More than 60 percent of investigational drugs fail in human clinical trials due to a lack of effectiveness, despite promising pre-clinical studies using cell and animal research models.

The funding is for the first phase of a five-year program. These platforms, called “tissue chips,” support living cells and human tissues to mimic the complex biological functions of human organs and systems and provide a new way to test potential drug efficacy. 

These Tissue Chip for Disease Modeling and Efficacy Testing awards may enable scientists to better understand disease mechanisms and predict more accurately how patients will respond to specific drugs.

The support is made possible through NIH’s National Center for Advancing Translational Sciences’ (NCATS) Tissue Chip for Drug Screening program, which leads this effort in collaboration with other NIH Institutes and Centers.

“The goal is for these tissue chips to provide more accurate platforms to understand diseases, and to be more predictive of the human response to drugs than current research models, thereby improving the success rate of candidate drugs in human clinical trials,” said NCATS Director Dr Christopher P. Austin.

NCATS launched its Tissue Chip program in 2012 to lead the development of highly innovative microphysiological systems to study drug safety and toxicity in a faster, more effective way than current methods.
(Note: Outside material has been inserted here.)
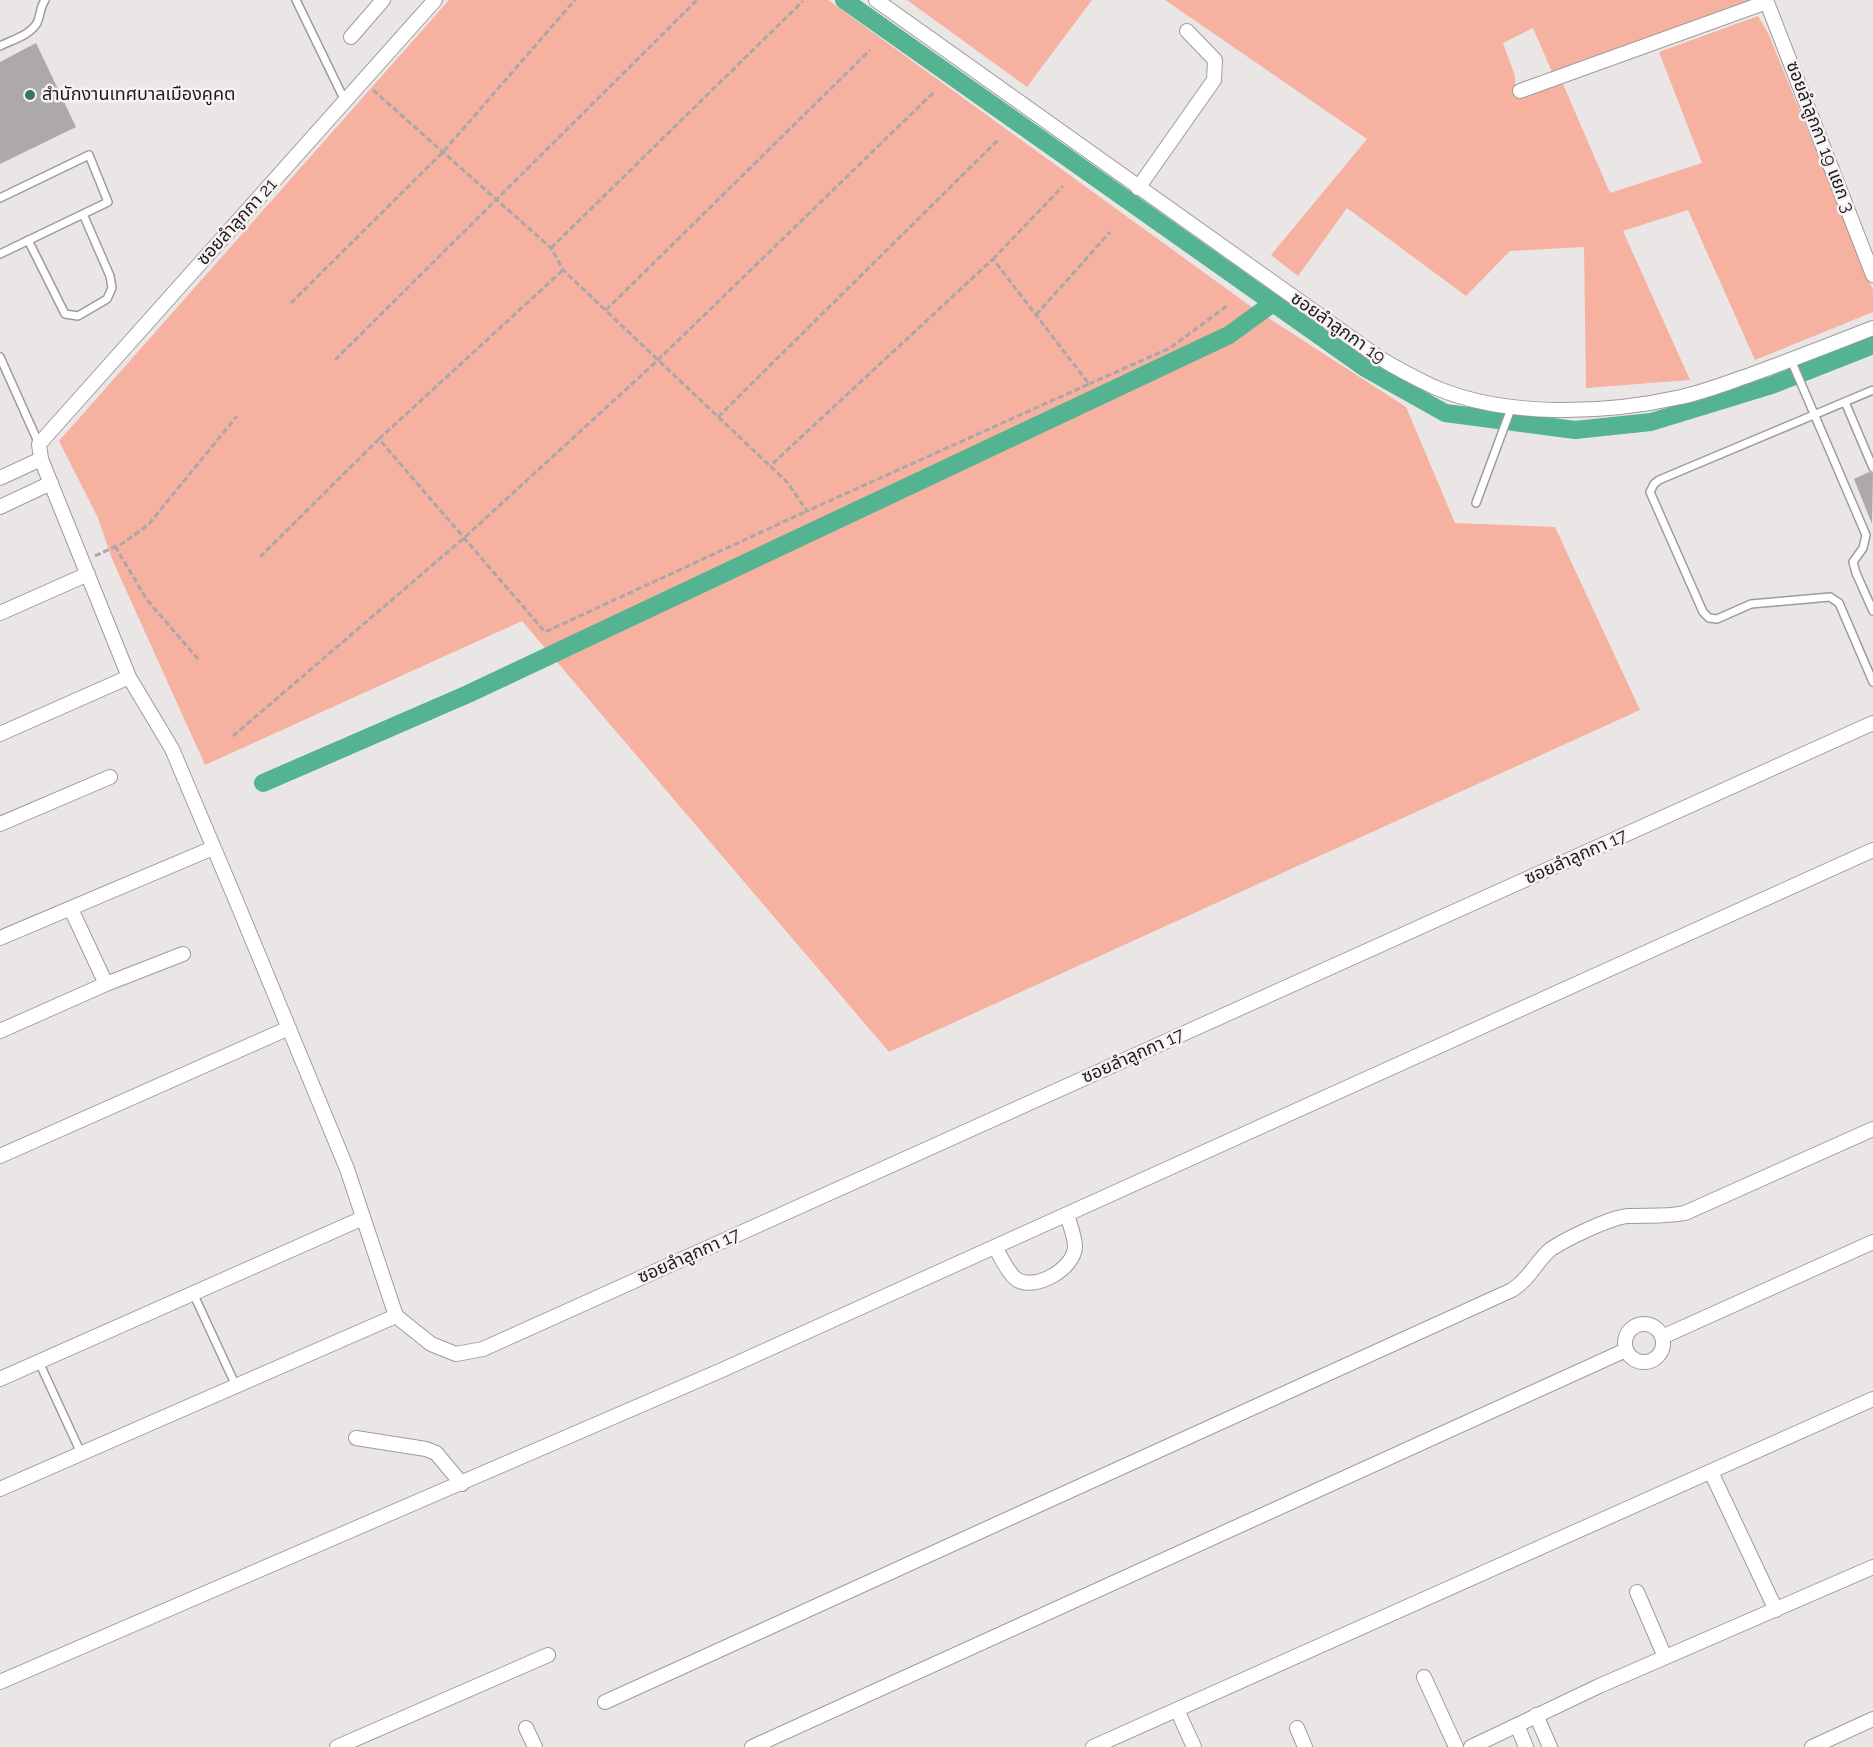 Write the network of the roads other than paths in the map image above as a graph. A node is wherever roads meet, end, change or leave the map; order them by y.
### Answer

The tissue chips can be integrated to form a human body-on-a-chip, enabling researchers to study investigational drugs and therapeutic agents across the entire body prior to human clinical trials.

The new Tissue Chip awardees will study a wide range of common and rare diseases, from rheumatoid arthritis, kidney disease and human influenza A viral infection to amyotrophic lateral sclerosis (ALS), hereditary haemorrhagic telangiectasia and arrhythmogenic cardiomyopathy.

In the second phase of the awards, researchers will partner with pharmaceutical companies to further evaluate the usefulness of validated disease models – those that accurately mimic disease biology – in assessing the effectiveness of candidate drugs.